Parecía muy cansado, pero contento de vernos. Sus ojos transmitían alegría, excitación.
—Vaya unas horas intempestivas de volver a casa —observó, mirándome a mí.
—Intempestivas, sí —respondió Baba, que ya se dirigía a la cancela.
No se molestó en cerrarla, así que dio un golpetazo.
—Deja la llave puesta —le grité.
Subí al coche y nos quedamos uno al lado del otro. Como la caja de cambios era un estorbo, nos apeamos y montamos en la parte de atrás. Tenía la cara muy fría cuando me besó.
—Has bebido —dijo.
—Sí, he bebido. Me sentía muy sola —respondí.
—Yo también. Quiero decir que me sentía solo, no que haya bebido —y volvió a besarme.
Sus labios estaban fríos, maravillosamente fríos, como el hielo de un combinado.
—Cuéntamelo todo —me pidió.
Pero antes de que yo pudiese hablar, o de que él pudiese escucharme, tuvimos que abrazarnos largo rato. En uno de los besos abrí los ojos para vislumbrar su rostro. La luz de la farola caía directamente en el interior del coche. Tenía los ojos muy cerrados y le temblaban las pestañas contra las mejillas; y su rostro cincelado y marmóreo era el de un hombre muy, muy mayor. Cerré los ojos de nuevo y me concentré en sus labios, sus manos heladas y el corazón ardiente que latía bajo el chaleco y la camisa blanca almidonada. Fue entonces cuando recordé quitarme el abrigo para mostrarle la blusa. Me levantó las amplias mangas y me cubrió los brazos de besos leves y sucesivos desde las muñecas hasta los codos.
—¿Vamos a alguna parte? —propuso.
—¿Adónde?
—Vayamos a ver el mar.
Volvimos a los asientos delanteros y nos alejamos de allí.
—¿Has estado mucho rato esperando? —quise saber.
—Desde medianoche. Le pregunté a vuestra casera cuándo volveríais.
—No me mandaste ninguna postal desde España —protesté.
—No —convino, impasible—; pero pensé en ti casi todo el tiempo.
Me agarró la mano. Sus apretones eran delicados y brutales por igual. Después, cuando me besó, mi cuerpo se transformó en una lluvia. Suave. Vibrante. Dócil.
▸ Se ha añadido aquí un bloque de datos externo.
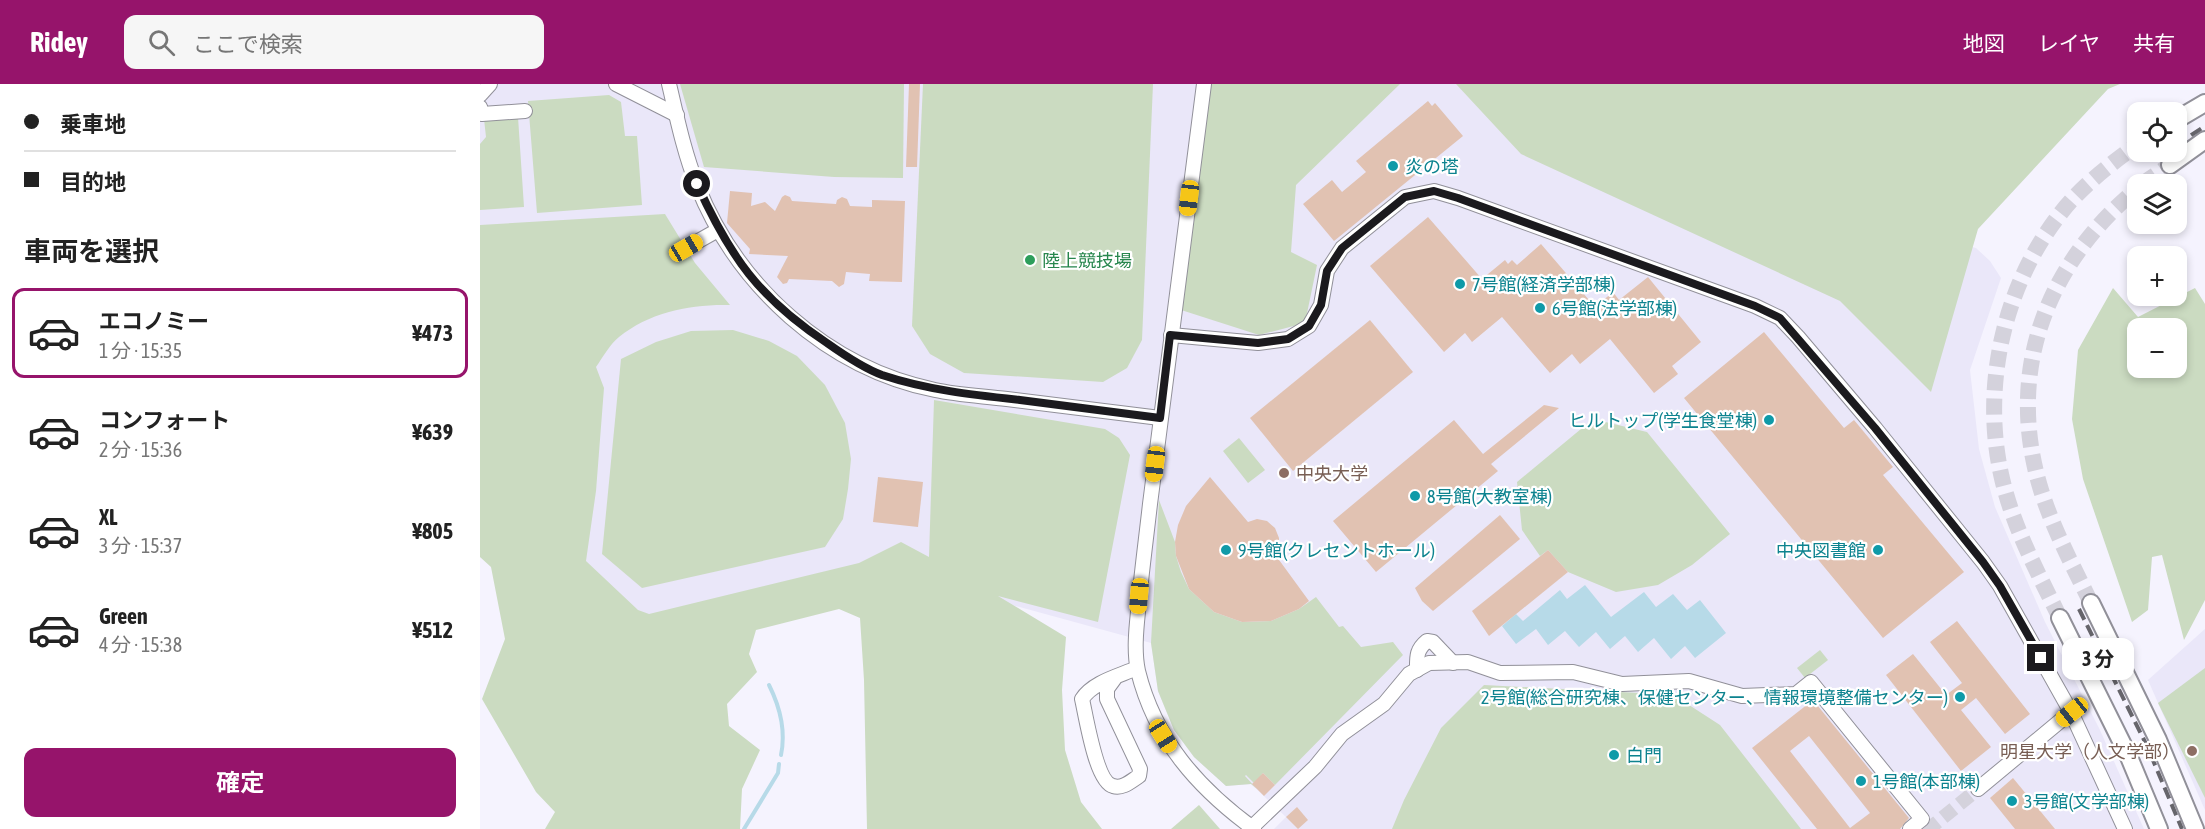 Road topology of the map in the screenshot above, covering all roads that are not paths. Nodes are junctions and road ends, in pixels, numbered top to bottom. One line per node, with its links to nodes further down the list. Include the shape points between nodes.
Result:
1 (490, 84): 5 (street)
2 (616, 84): 10 (street)
3 (669, 84): 10 (street)
4 (1204, 84): 15 (street)
5 (480, 95)
6 (2205, 103): 9 (main road)
7 (480, 107): 8 (street, via 482,114)
8 (525, 111)
9 (2187, 114)
10 (677, 115): 13 (street, via 697,184)
11 (2205, 140): 12 (main road)
12 (2170, 165)
13 (718, 230): 14 (street); 16 (street, via 766,295 801,326 880,374 935,390)
14 (686, 248)
15 (1170, 335): 16 (street); 23 (street, via 1258,343 1288,339 1309,326 1321,305 1327,271 1342,248 1405,197 1434,191 1755,306 1780,318 1798,337 1983,562)
16 (1160, 418): 20 (street, via 1139,596)
17 (2091, 603): 29 (main road, via 2158,740)
18 (2060, 618): 28 (main road, via 2129,757)
19 (1453, 663): 21 (street, via 1429,663); 21 (street, via 1433,642 1427,641 1419,647); 26 (street, via 1468,662 1500,673 1573,672 1622,684 1689,681 1742,696 1796,694 1810,682 1924,822)
20 (1137, 669): 22 (street); 25 (street, via 1153,714 1173,751)
21 (1417, 670): 25 (street, via 1384,704 1342,734 1315,767)
22 (1115, 678): 22 (street, via 1107,689 1107,699 1140,769 1139,776 1115,787 1100,772 1082,699 1088,690)
23 (2072, 712): 24 (street); 27 (street)
24 (1978, 789)
25 (1252, 829)
26 (1910, 829)
27 (2125, 829)
28 (2159, 829)
29 (2195, 829) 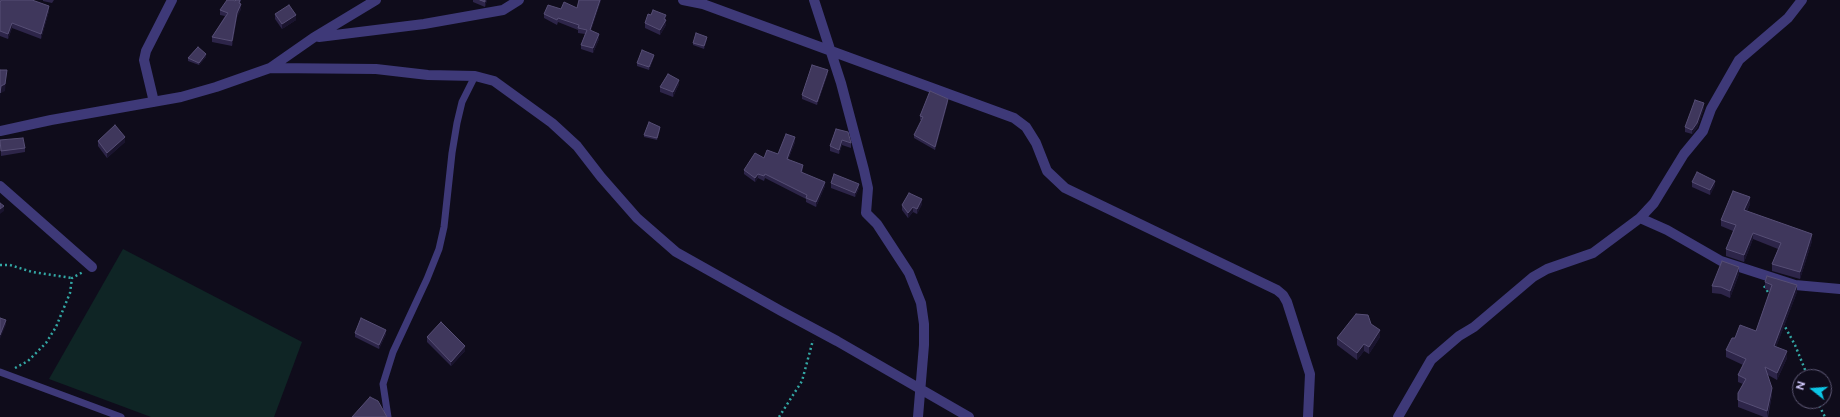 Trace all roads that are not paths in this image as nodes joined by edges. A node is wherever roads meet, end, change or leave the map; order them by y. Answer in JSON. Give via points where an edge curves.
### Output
{"nodes":[{"id":1,"x":172,"y":0,"type":"edge"},
{"id":2,"x":376,"y":0,"type":"edge"},
{"id":3,"x":519,"y":0,"type":"edge"},
{"id":4,"x":683,"y":0,"type":"edge"},
{"id":5,"x":814,"y":0,"type":"edge"},
{"id":6,"x":1802,"y":0,"type":"edge"},
{"id":7,"x":313,"y":38,"type":"junction"},
{"id":8,"x":831,"y":51,"type":"junction"},
{"id":9,"x":270,"y":68,"type":"junction"},
{"id":10,"x":475,"y":76,"type":"junction"},
{"id":11,"x":154,"y":102,"type":"junction"},
{"id":12,"x":0,"y":131,"type":"edge"},
{"id":13,"x":0,"y":186,"type":"edge"},
{"id":14,"x":1640,"y":218,"type":"junction"},
{"id":15,"x":92,"y":267,"type":"road end"},
{"id":16,"x":1840,"y":289,"type":"edge"},
{"id":17,"x":2,"y":373,"type":"edge"},
{"id":18,"x":920,"y":387,"type":"junction"},
{"id":19,"x":121,"y":417,"type":"edge"},
{"id":20,"x":388,"y":417,"type":"edge"},
{"id":21,"x":918,"y":417,"type":"edge"},
{"id":22,"x":969,"y":417,"type":"edge"},
{"id":23,"x":1308,"y":417,"type":"edge"},
{"id":24,"x":1398,"y":417,"type":"edge"}],
"edges":[{"from":1,"to":11,"type":"street","via":[[144,60]]},
{"from":2,"to":7,"type":"street"},
{"from":3,"to":7,"type":"street","via":[[503,10],[424,24]]},
{"from":4,"to":8,"type":"street","via":[[703,4]]},
{"from":5,"to":8,"type":"street"},
{"from":6,"to":14,"type":"street","via":[[1788,18],[1739,60],[1711,109],[1703,131],[1684,154],[1654,203]]},
{"from":7,"to":9,"type":"street"},
{"from":8,"to":18,"type":"street","via":[[868,188],[866,213],[877,224],[909,273],[921,303],[924,324]]},
{"from":8,"to":23,"type":"street","via":[[1014,118],[1026,127],[1036,143],[1047,171],[1065,188],[1277,290],[1288,302],[1310,374]]},
{"from":9,"to":10,"type":"street","via":[[376,69],[428,75]]},
{"from":9,"to":11,"type":"street","via":[[216,87]]},
{"from":10,"to":18,"type":"street","via":[[494,82],[552,123],[577,146],[601,178],[637,218],[676,252]]},
{"from":10,"to":20,"type":"lane","via":[[462,102],[457,123],[439,249],[393,352],[383,384]]},
{"from":11,"to":12,"type":"street"},
{"from":13,"to":15,"type":"street"},
{"from":14,"to":16,"type":"street","via":[[1721,260],[1760,274],[1795,285]]},
{"from":14,"to":24,"type":"street","via":[[1593,253],[1533,276],[1488,315],[1458,336],[1431,360]]},
{"from":17,"to":19,"type":"lane"},
{"from":18,"to":21,"type":"street"},
{"from":18,"to":22,"type":"street"}]}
Y aunque era muy agradable estar allí sentada contemplando el mar, no pude evitar imaginarnos en otro lugar. En el bosque, muy juntos, a la vera de un riachuelo. En un lugar secreto. En un sitio muy verde sembrado de helechos.
—¿Y te expulsaron? —dijo.
—Sí, escribimos una cosa muy fea —confesé.
Me ruboricé: ¿le habría contado Martha todos los detalles?
—Eres una niñita muy traviesa —dijo, esbozando una sonrisa.
Al principio me indignó que me llamase niñita traviesa, pero al poco aquellas palabras me resultaron muy dulces. Después, todo estuvo revestido de dulzura y encanto.
Así fue como vi llegar el alba desde la bahía de Dublín. Fue un amanecer frío, y el mar bajo nuestros pies era de un gris desolador. Habíamos pasado horas sentados en el coche charlando, fumando y besándonos. Habíamos admirado las luces glaucas al otro lado del puerto; nos habíamos mirado fijamente en la semioscuridad, y nos habíamos dicho cosas muy hermosas. Pero entonces surgió la aurora y se apagaron las luces verdosas de improviso, al tiempo que una gaviota alzaba el vuelo.
—¿Te gustaría que hubiese luna todo el tiempo? —pregunté.
—No. Me gustan las mañanas y la luz del día.
Su voz sonó desganada, somnolienta y remota. Había vuelto a alejarse de mí.
Retrocedió hasta las dunas, donde en algunos sitios crecía la hierba, y dio la vuelta con pericia y rapidez. Circulamos por encima de la lisa extensión de arena. Estaba subiendo la marea, y supe que borraría las huellas de las ruedas y que ya nunca podría volver atrás para buscarlas. Permanecíamos en silencio, como extraños. Con el señor Gentleman siempre pasaba lo mismo: se desvanecía justo cuando todo era perfecto, como si fuese incapaz de tolerar la perfección.
Me dejó en la puerta de casa. Me habría gustado invitarlo a desayunar, pero tenía miedo de Joanna.
—¿Somos amigos? —pregunté, angustiada.
—Claro que sí —me tranquilizó, con una sonrisa.
Quedamos en vernos el miércoles.
—¿Ahora vuelves a tu casa? —quise saber.
—Sí. —Aparentaba tristeza y apatía; me habría gustado decírselo—. Piensa en mí —me dijo al marcharse.
Joanna estaba friendo unas salchichas cuando entré en casa, y al verme se persignó. Desayuné y me fui directa a la cama. Aquél fue el primer domingo que falté a misa.